Cantrell, now the children's permanent guardian, says the legal battle has taken a terrible toll on her family as well. In July, her husband John, a jolly man with a long white beard and uncanny resemblance to Santa Claus, was arrested and charged with sexually abusing one of his foster children in Solano County, California, 18 years ago. Law enforcement officials surrounded their home on a private lake in Mineola and took him away, just as he was settling down in front of the TV with a tuna-fish sandwich and his current brood of 10 children and assorted Pomeranian Chihuahuas.

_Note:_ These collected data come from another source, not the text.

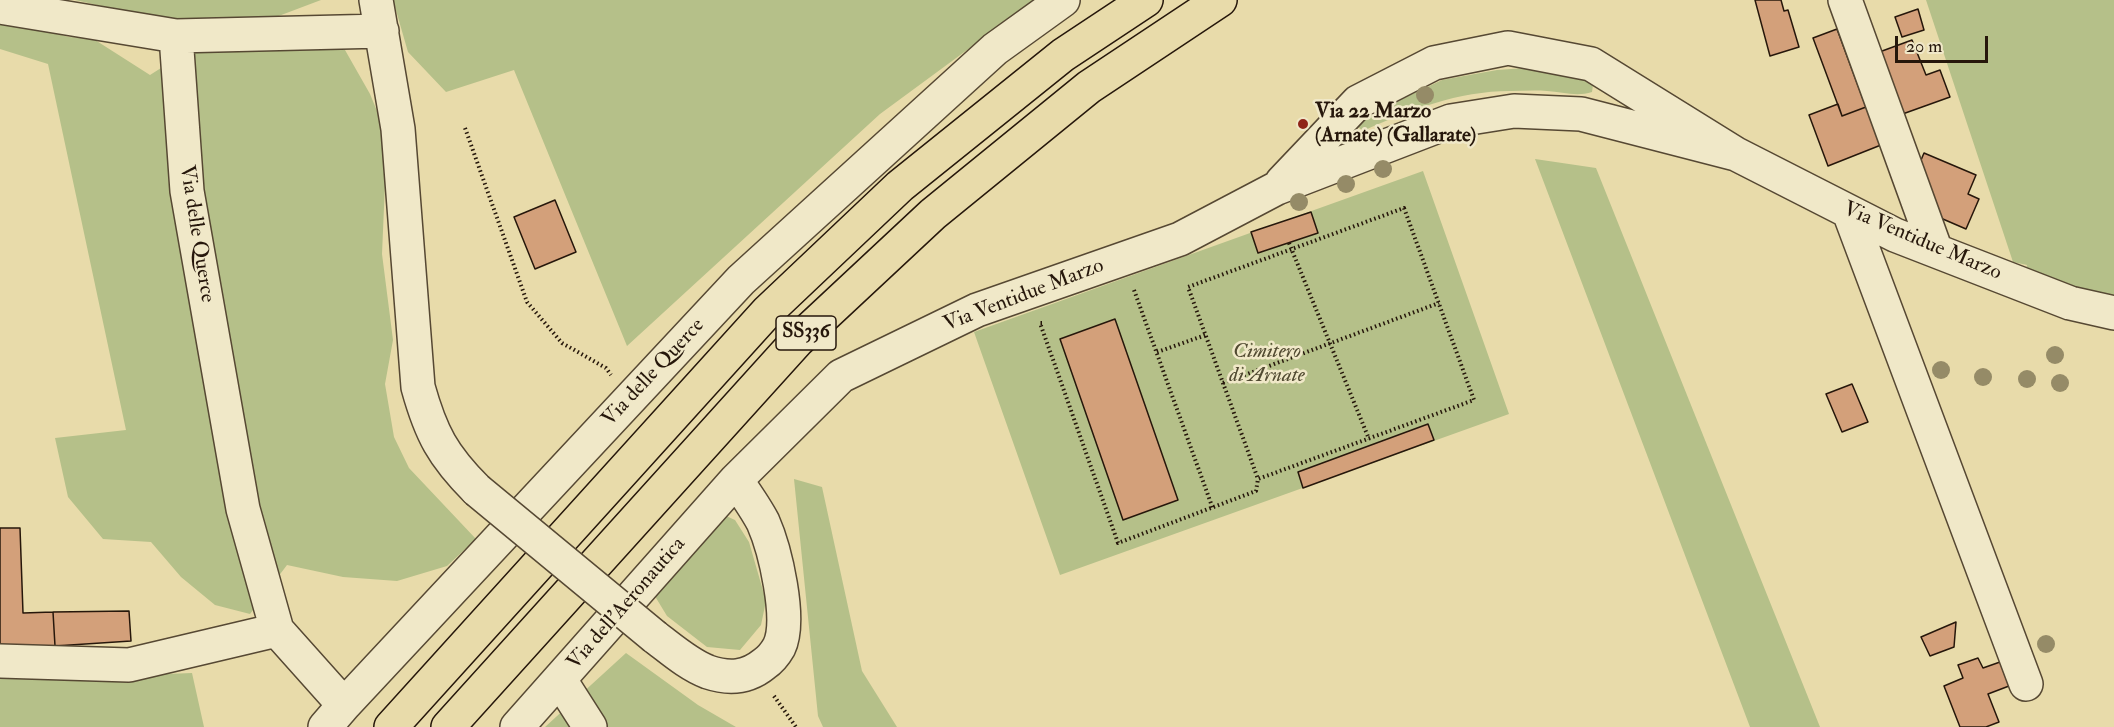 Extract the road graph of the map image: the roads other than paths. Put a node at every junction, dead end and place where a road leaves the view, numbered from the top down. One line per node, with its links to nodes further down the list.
1 (1064, 0): 18 (street, Via delle Querce)
2 (1146, 0): 19 (highway, SS336)
3 (1220, 0): 20 (highway, SS336)
4 (1845, 0): 11 (street)
5 (0, 7): 7 (street)
6 (379, 16): 7 (street); 13 (street, bridge)
7 (176, 36): 14 (street, Via delle Querce)
8 (1736, 154): 9 (street, Via Ventidue Marzo); 9 (street, Via Ventidue Marzo); 10 (street, Via Ventidue Marzo)
9 (1277, 188): 13 (street, Via Ventidue Marzo)
10 (1849, 212): 11 (street, Via Ventidue Marzo); 17 (street)
11 (1935, 251): 12 (street, Via Ventidue Marzo)
12 (2114, 313)
13 (736, 480): 16 (street, Via dell'Aeronautica)
14 (277, 630): 15 (street); 18 (street, Via delle Querce)
15 (0, 661)
16 (560, 680): 21 (street, Via dell'Aeronautica); 22 (street)
17 (2026, 684)
18 (334, 716)
19 (391, 727)
20 (448, 727)
21 (517, 727)
22 (590, 727)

John Cantrell invoked his Fifth Amendment right not to speak when called to the stand during Kelly's recent trial over the Mineola sex club. But Margie Cantrell insists her husband is innocent of the unrelated molestation charges, which she sees as retribution for their outcry against the swingers, and says her husband plans to enter a not guilty plea. They were so wary as career foster parents of false accusations they removed the closet doors in their former home and put glass doors on their bedroom, she says. "I'm fighting with my life and John's life for these babies," she said, sobbing. "It's huge. There are so many other people involved that haven't been found. So they want us to shut our mouths," she told NEWSWEEK.
Cantrell says it's overwhelming sometimes, but she won't give up on the Mineola sex club survivors. "I can't. My life means nothing compared to the pain they've gone through. They're heroes," she says, grabbing the lithe arm of the eldest girl as she drifts into the room for a moment. The girl, who was seven or eight when she says she was forced to perform as a sex worker, gives her foster mother a tight-lipped, embarrassed smile at the compliment. "She saved so many other children's lives who are still out there, and we can't find them," Cantrell moans.